When implementing ZTNA, organizations should take a layered security approach with multiple controls between the outside world and their sensitive data or infrastructure. The different layers act as obstacles, making it difficult for attackers to reach their target.

Also see: Secure Access Service Edge: Big Benefits, Big Challenges

Benefits of ZTNA

ZTNA offers enormous benefits to organizations. They include:

Enhanced compliance

Enhancing compliance can be a difficult task because it needs many different measures. ZTNA allows an organization to more easily adhere to regulatory requirements, such as PCI DSS, GDPR, HIPAA/HITECH, and NIST SP 800-53A. It adheres to these requirements without compromising data protection.

Securing access to legacy applications

By enabling encrypted connections and providing the same degree of security benefits as web apps, ZTNA could be used to enhance the security of legacy applications running in private data centers or on-premises servers.

Application microsegmentation

With ZTNA, companies can create a software-defined perimeter (SDP) that utilizes identity and access management (IAM) technologies to segment their application environments. This technique allows companies to divide their network into multiple microsegments to prevent lateral threat movement and reduce the attack surface by compartmentalizing business-critical assets.

Agile security posture

The agile security posture provided by ZTNA enables companies to quickly change their defense tactics based on an evolving cyber threat landscape.

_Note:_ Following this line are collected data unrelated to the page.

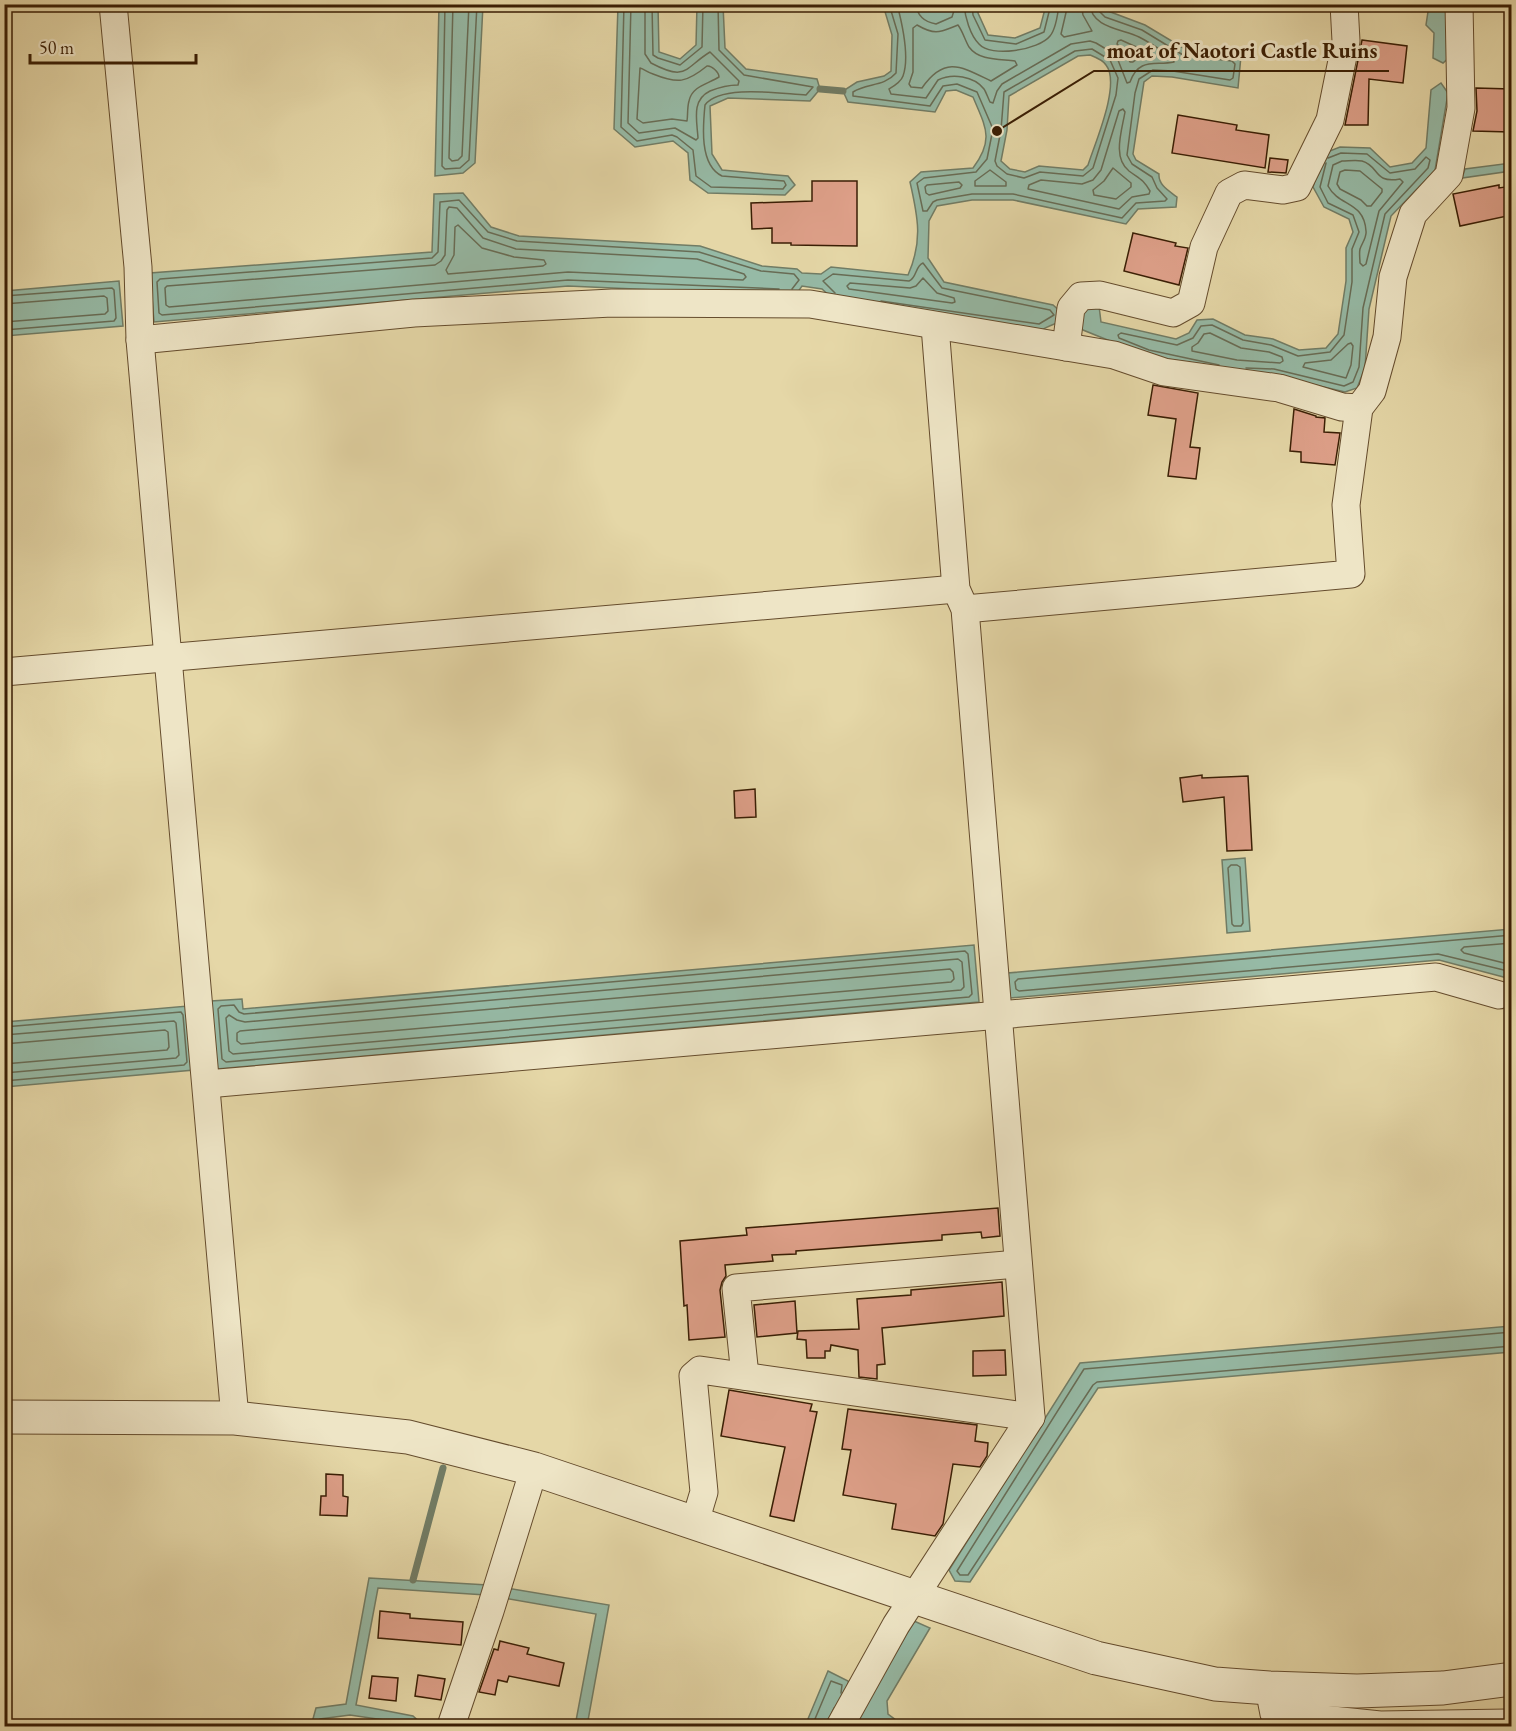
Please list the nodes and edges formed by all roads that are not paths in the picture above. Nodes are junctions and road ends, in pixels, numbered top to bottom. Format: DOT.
graph roads {
  1 [pos="112,4"];
  2 [pos="1344,4"];
  3 [pos="1459,4"];
  4 [pos="935,326"];
  5 [pos="1069,329"];
  6 [pos="140,340"];
  7 [pos="1359,408"];
  8 [pos="960,599"];
  9 [pos="169,658"];
  10 [pos="4,672"];
  11 [pos="1499,995"];
  12 [pos="998,1016"];
  13 [pos="207,1084"];
  14 [pos="1018,1264"];
  15 [pos="745,1376"];
  16 [pos="4,1417"];
  17 [pos="1031,1417"];
  18 [pos="235,1418"];
  19 [pos="534,1469"];
  20 [pos="695,1522"];
  21 [pos="914,1597"];
  22 [pos="1512,1679"];
  23 [pos="1269,1688"];
  24 [pos="451,1726"];
  25 [pos="840,1726"];
  26 [pos="1507,1726"];
  1 -- 6 [label="street"];
  2 -- 5 [label="street"];
  3 -- 7 [label="street"];
  4 -- 5 [label="street"];
  4 -- 6 [label="street"];
  4 -- 8 [label="street"];
  5 -- 7 [label="street"];
  6 -- 9 [label="street"];
  7 -- 8 [label="street"];
  8 -- 9 [label="street"];
  8 -- 12 [label="street"];
  9 -- 10 [label="street"];
  9 -- 13 [label="street"];
  11 -- 12 [label="street"];
  12 -- 13 [label="street"];
  12 -- 14 [label="street"];
  13 -- 18 [label="street"];
  14 -- 15 [label="street"];
  14 -- 17 [label="street"];
  15 -- 17 [label="street"];
  15 -- 20 [label="street"];
  16 -- 18 [label="street"];
  17 -- 21 [label="street"];
  18 -- 19 [label="street"];
  19 -- 20 [label="street"];
  19 -- 24 [label="street"];
  20 -- 21 [label="street"];
  21 -- 23 [label="street"];
  21 -- 25 [label="street"];
  22 -- 23 [label="street"];
  23 -- 26 [label="street"];
}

Makes applications invisible

ZTNA provides the necessary protection for a network because it creates a virtual darknet that prohibits app availability on the public internet. In addition, ZTNA monitors the data access patterns of all applications, which helps minimize risk and secure enterprises against distributed denial-of-service (DDoS) attacks, data leakage, and other cyberattacks.

Also see: Containing Cyberattacks in IoT

Common ZTNA Use Cases

Authentication and access

Rather than a single credential or point of access, users in a zero-trust network have to authenticate themselves at every login session to gain access to specific data resources on a given system. So, for example, they might be able only to see certain files stored on one server rather than having all files visible.

User account management

ZTNA changes how user accounts are managed by creating different control and access policies for different types of users, such as contractors, suppliers, vendors, customers, and partners, with varying levels of access to sensitive information within an organization’s network.

Visibility and analysis

A zero-trust approach enables tracking of both authorized and unauthorized activity across the enterprise’s various assets (systems and databases). This enables organizations to detect anomalous behavior to protect against threats before any damage occurs.

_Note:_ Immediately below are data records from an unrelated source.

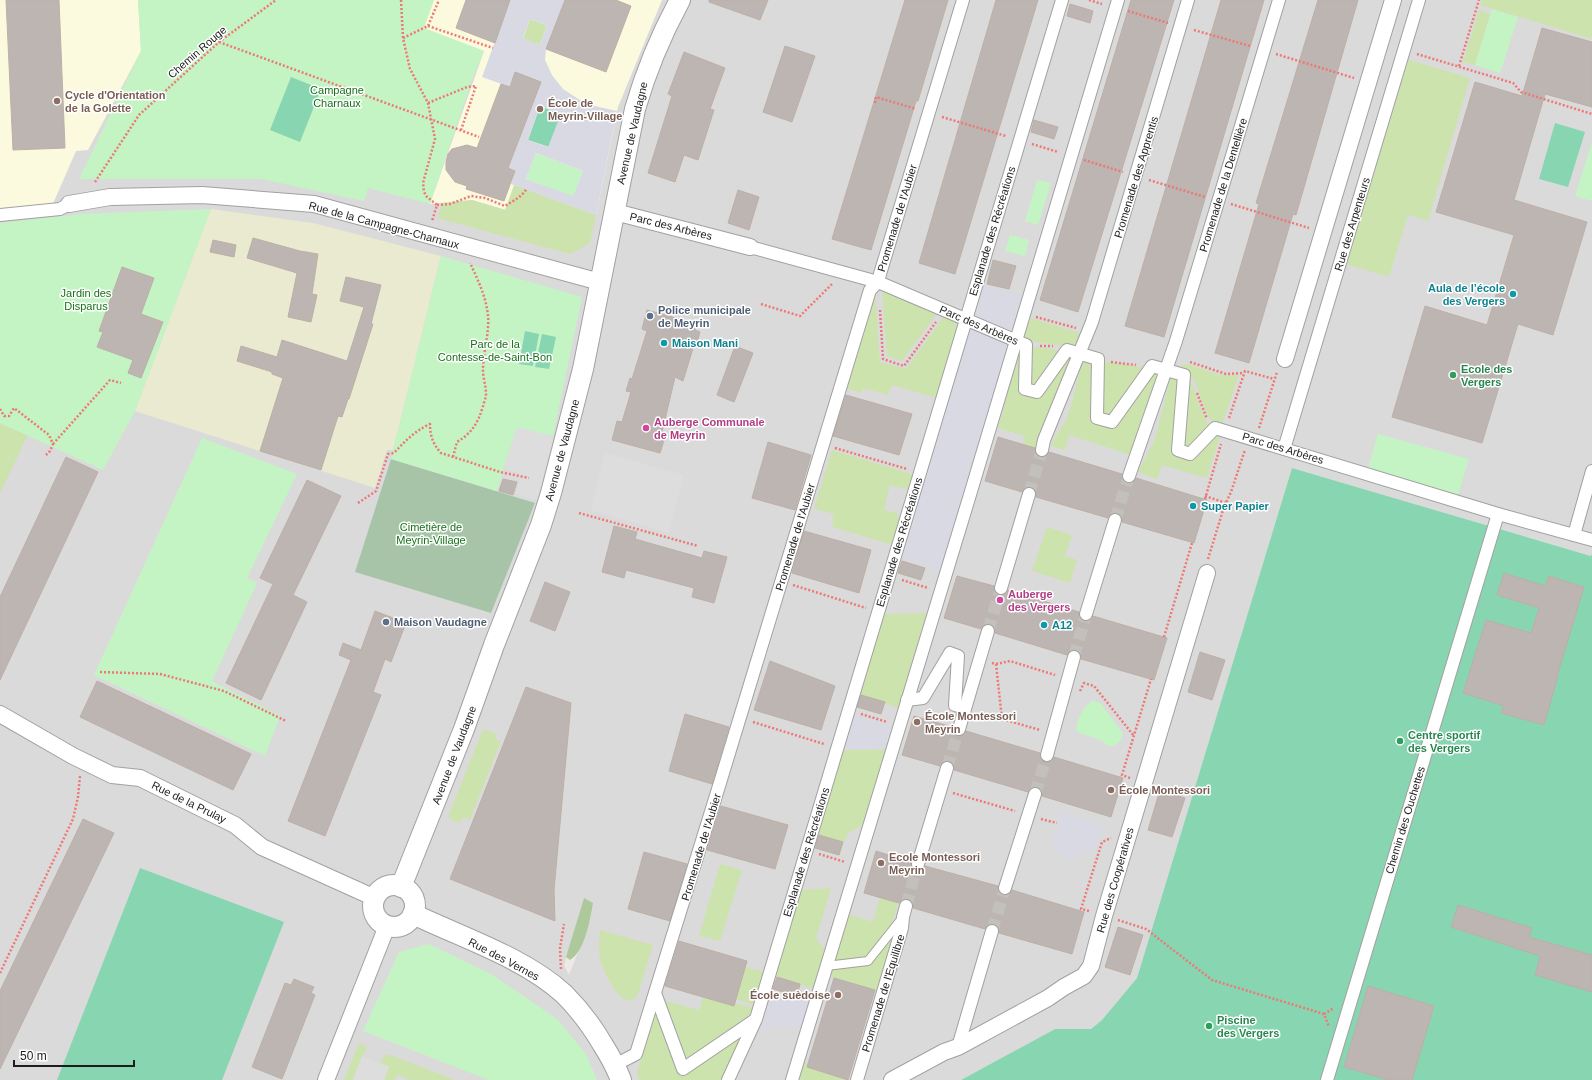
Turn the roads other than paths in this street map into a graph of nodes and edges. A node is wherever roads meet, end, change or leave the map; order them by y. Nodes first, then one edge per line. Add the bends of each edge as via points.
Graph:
1 (680, 0) edge
2 (963, 0) edge
3 (1062, 0) edge
4 (1118, 0) edge
5 (1188, 0) edge
6 (1279, 0) edge
7 (1393, 0) edge
8 (1419, 0) edge
9 (69, 204) joint
10 (615, 212) junction
11 (0, 215) edge
12 (750, 247) joint
13 (600, 282) junction
14 (878, 282) junction
15 (966, 319) junction
16 (1021, 343) junction
17 (1079, 353) junction
18 (1285, 359) road end
19 (1165, 370) junction
20 (1284, 448) junction
21 (1042, 450) tunnel mouth
22 (1592, 471) edge
23 (1129, 476) tunnel mouth
24 (1028, 494) tunnel mouth
25 (1498, 514) junction
26 (1115, 520) tunnel mouth
27 (1574, 535) junction
28 (1592, 540) edge
29 (1207, 573) road end
30 (1001, 588) tunnel mouth
31 (1086, 614) tunnel mouth
32 (988, 631) tunnel mouth
33 (1074, 657) tunnel mouth
34 (906, 700) junction
35 (965, 708) junction
36 (0, 714) edge
37 (959, 729) tunnel mouth
38 (1047, 755) tunnel mouth
39 (947, 768) tunnel mouth
40 (1035, 794) tunnel mouth
41 (918, 864) tunnel mouth
42 (401, 887) junction
43 (1005, 888) tunnel mouth
44 (375, 898) junction
45 (905, 911) joint
46 (413, 914) junction
47 (387, 926) junction
48 (992, 931) tunnel mouth
49 (826, 966) junction
50 (655, 993) junction
51 (756, 1019) junction
52 (958, 1047) junction
53 (618, 1073) edge
54 (326, 1080) edge
55 (728, 1080) edge
56 (792, 1080) edge
57 (857, 1080) edge
58 (892, 1080) edge
59 (1327, 1080) edge

1 - 10 street, Avenue de Vaudagne via 643,81 630,132
2 - 14 street, Promenade de l'Aubier
3 - 15 street, Esplanade des Récréations
4 - 16 street via 1024,313
5 - 17 street, Promenade des Apprentis via 1092,322
6 - 19 street, Promenade de la Dentellière
7 - 18 street
8 - 20 street, Rue des Arpenteurs
9 - 11 street via 60,210
9 - 13 street, Rue de la Campagne-Charnaux via 110,197 202,195 314,204
10 - 12 street, Parc des Arbères
10 - 13 street, Avenue de Vaudagne
12 - 14 street, Parc des Arbères
13 - 42 street, Avenue de Vaudagne via 577,392 543,519 462,736
14 - 15 street, Parc des Arbères
14 - 50 street, Promenade de l'Aubier via 870,290
15 - 16 street, Parc des Arbères
15 - 51 street, Esplanade des Récréations
16 - 17 street, Parc des Arbères via 1025,389 1037,392 1067,350
16 - 34 street
17 - 19 street via 1098,359 1097,418 1112,422 1152,366
17 - 21 street
19 - 20 street, Parc des Arbères via 1184,376 1178,450 1190,454 1220,429
19 - 23 street, Promenade de la Dentellière
20 - 25 street, Parc des Arbères
22 - 27 street
24 - 30 street
25 - 27 street, Parc des Arbères
25 - 59 street, Chemin des Ouchettes
26 - 31 street
27 - 28 street, Parc des Arbères
29 - 52 street, Rue des Coopératives via 1091,966 1084,976 1048,998
32 - 35 street
33 - 38 street
34 - 35 street via 923,698 950,653 958,656 955,705
34 - 49 street
35 - 37 street
36 - 44 street, Rue de la Prulay via 73,756 112,775 140,778 235,825 262,847
39 - 41 street
40 - 43 street
42 - 44 street via 389,886
42 - 46 street via 412,896 415,905
44 - 47 street via 375,915
45 - 49 lane via 868,961
45 - 57 street, Promenade de l'Equilibre
46 - 47 street via 411,919 402,925
46 - 53 street, Rue des Vernes via 497,953 550,983 580,1011 598,1036
47 - 54 street
48 - 52 street
49 - 56 street
50 - 51 street via 683,1069
50 - 53 street, Promenade de l'Aubier via 636,1054
51 - 55 street, Esplanade des Récréations
52 - 58 street, Rue des Coopératives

Integrating ZTNA into a secure access service edge (SASE) solution helps organizations to get the most out of their investment in this technology. When implemented correctly, SASE solutions will provide granular visibility and automate actions based on preconfigured rules around risks and vulnerabilities. As a result, security teams can now manage risk proactively through automation rather than reactively through manual intervention.

Real-time data loss prevention (DLP) inspection and enforcement

ZTNA offers organizations real-time DLP inspection capabilities. Continuous monitoring enables detection and mitigation of internal threats without needing constant scanning that could overwhelm IT infrastructure.

Organizations can identify who is accessing what content, when it was accessed and where it came from with greater detail, empowering them to make better decisions about what should be shared internally and externally.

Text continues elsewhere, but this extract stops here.